======== Records to process
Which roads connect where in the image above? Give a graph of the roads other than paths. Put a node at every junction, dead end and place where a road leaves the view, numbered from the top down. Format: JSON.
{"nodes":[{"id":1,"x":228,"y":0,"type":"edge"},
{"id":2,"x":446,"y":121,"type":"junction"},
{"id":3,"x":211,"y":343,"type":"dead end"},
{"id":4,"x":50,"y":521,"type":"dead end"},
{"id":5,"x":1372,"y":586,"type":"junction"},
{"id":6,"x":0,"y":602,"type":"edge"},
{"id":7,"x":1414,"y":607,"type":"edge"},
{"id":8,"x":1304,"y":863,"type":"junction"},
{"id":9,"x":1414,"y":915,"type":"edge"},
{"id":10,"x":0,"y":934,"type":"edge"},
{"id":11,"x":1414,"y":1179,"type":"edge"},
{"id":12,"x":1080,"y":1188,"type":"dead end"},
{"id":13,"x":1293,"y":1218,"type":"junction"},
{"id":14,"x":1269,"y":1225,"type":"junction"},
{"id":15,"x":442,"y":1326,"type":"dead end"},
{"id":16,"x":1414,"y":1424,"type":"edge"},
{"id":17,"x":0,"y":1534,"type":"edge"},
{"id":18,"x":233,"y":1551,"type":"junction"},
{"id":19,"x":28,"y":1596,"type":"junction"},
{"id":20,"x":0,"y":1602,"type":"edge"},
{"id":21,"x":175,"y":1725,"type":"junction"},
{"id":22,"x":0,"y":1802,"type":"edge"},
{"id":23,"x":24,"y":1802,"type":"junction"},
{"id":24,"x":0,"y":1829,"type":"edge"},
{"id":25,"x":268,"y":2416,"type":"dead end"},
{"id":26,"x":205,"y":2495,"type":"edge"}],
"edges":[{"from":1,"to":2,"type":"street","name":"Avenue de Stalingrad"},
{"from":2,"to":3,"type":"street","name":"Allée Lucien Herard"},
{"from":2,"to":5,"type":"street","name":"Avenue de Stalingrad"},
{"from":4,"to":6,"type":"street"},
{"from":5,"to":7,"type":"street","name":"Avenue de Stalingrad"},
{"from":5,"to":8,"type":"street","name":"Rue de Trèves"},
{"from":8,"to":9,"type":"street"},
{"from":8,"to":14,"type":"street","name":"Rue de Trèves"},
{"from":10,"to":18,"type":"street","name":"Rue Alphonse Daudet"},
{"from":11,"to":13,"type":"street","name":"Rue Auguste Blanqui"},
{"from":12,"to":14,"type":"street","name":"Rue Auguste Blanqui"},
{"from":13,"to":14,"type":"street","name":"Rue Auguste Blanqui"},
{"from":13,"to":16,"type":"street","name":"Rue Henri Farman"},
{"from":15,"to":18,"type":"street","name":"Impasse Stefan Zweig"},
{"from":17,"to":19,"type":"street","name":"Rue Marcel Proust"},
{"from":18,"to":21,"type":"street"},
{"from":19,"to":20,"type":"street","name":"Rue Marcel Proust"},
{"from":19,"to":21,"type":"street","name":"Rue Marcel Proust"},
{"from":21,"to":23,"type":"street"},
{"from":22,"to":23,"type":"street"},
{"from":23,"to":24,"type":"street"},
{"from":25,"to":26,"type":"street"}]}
================
» **What to do**:
Take the material above and return all of it exactly.

» **Exercise solution**:
Which roads connect where in the image above? Give a graph of the roads other than paths. Put a node at every junction, dead end and place where a road leaves the view, numbered from the top down. Format: JSON.
{"nodes":[{"id":1,"x":228,"y":0,"type":"edge"},
{"id":2,"x":446,"y":121,"type":"junction"},
{"id":3,"x":211,"y":343,"type":"dead end"},
{"id":4,"x":50,"y":521,"type":"dead end"},
{"id":5,"x":1372,"y":586,"type":"junction"},
{"id":6,"x":0,"y":602,"type":"edge"},
{"id":7,"x":1414,"y":607,"type":"edge"},
{"id":8,"x":1304,"y":863,"type":"junction"},
{"id":9,"x":1414,"y":915,"type":"edge"},
{"id":10,"x":0,"y":934,"type":"edge"},
{"id":11,"x":1414,"y":1179,"type":"edge"},
{"id":12,"x":1080,"y":1188,"type":"dead end"},
{"id":13,"x":1293,"y":1218,"type":"junction"},
{"id":14,"x":1269,"y":1225,"type":"junction"},
{"id":15,"x":442,"y":1326,"type":"dead end"},
{"id":16,"x":1414,"y":1424,"type":"edge"},
{"id":17,"x":0,"y":1534,"type":"edge"},
{"id":18,"x":233,"y":1551,"type":"junction"},
{"id":19,"x":28,"y":1596,"type":"junction"},
{"id":20,"x":0,"y":1602,"type":"edge"},
{"id":21,"x":175,"y":1725,"type":"junction"},
{"id":22,"x":0,"y":1802,"type":"edge"},
{"id":23,"x":24,"y":1802,"type":"junction"},
{"id":24,"x":0,"y":1829,"type":"edge"},
{"id":25,"x":268,"y":2416,"type":"dead end"},
{"id":26,"x":205,"y":2495,"type":"edge"}],
"edges":[{"from":1,"to":2,"type":"street","name":"Avenue de Stalingrad"},
{"from":2,"to":3,"type":"street","name":"Allée Lucien Herard"},
{"from":2,"to":5,"type":"street","name":"Avenue de Stalingrad"},
{"from":4,"to":6,"type":"street"},
{"from":5,"to":7,"type":"street","name":"Avenue de Stalingrad"},
{"from":5,"to":8,"type":"street","name":"Rue de Trèves"},
{"from":8,"to":9,"type":"street"},
{"from":8,"to":14,"type":"street","name":"Rue de Trèves"},
{"from":10,"to":18,"type":"street","name":"Rue Alphonse Daudet"},
{"from":11,"to":13,"type":"street","name":"Rue Auguste Blanqui"},
{"from":12,"to":14,"type":"street","name":"Rue Auguste Blanqui"},
{"from":13,"to":14,"type":"street","name":"Rue Auguste Blanqui"},
{"from":13,"to":16,"type":"street","name":"Rue Henri Farman"},
{"from":15,"to":18,"type":"street","name":"Impasse Stefan Zweig"},
{"from":17,"to":19,"type":"street","name":"Rue Marcel Proust"},
{"from":18,"to":21,"type":"street"},
{"from":19,"to":20,"type":"street","name":"Rue Marcel Proust"},
{"from":19,"to":21,"type":"street","name":"Rue Marcel Proust"},
{"from":21,"to":23,"type":"street"},
{"from":22,"to":23,"type":"street"},
{"from":23,"to":24,"type":"street"},
{"from":25,"to":26,"type":"street"}]}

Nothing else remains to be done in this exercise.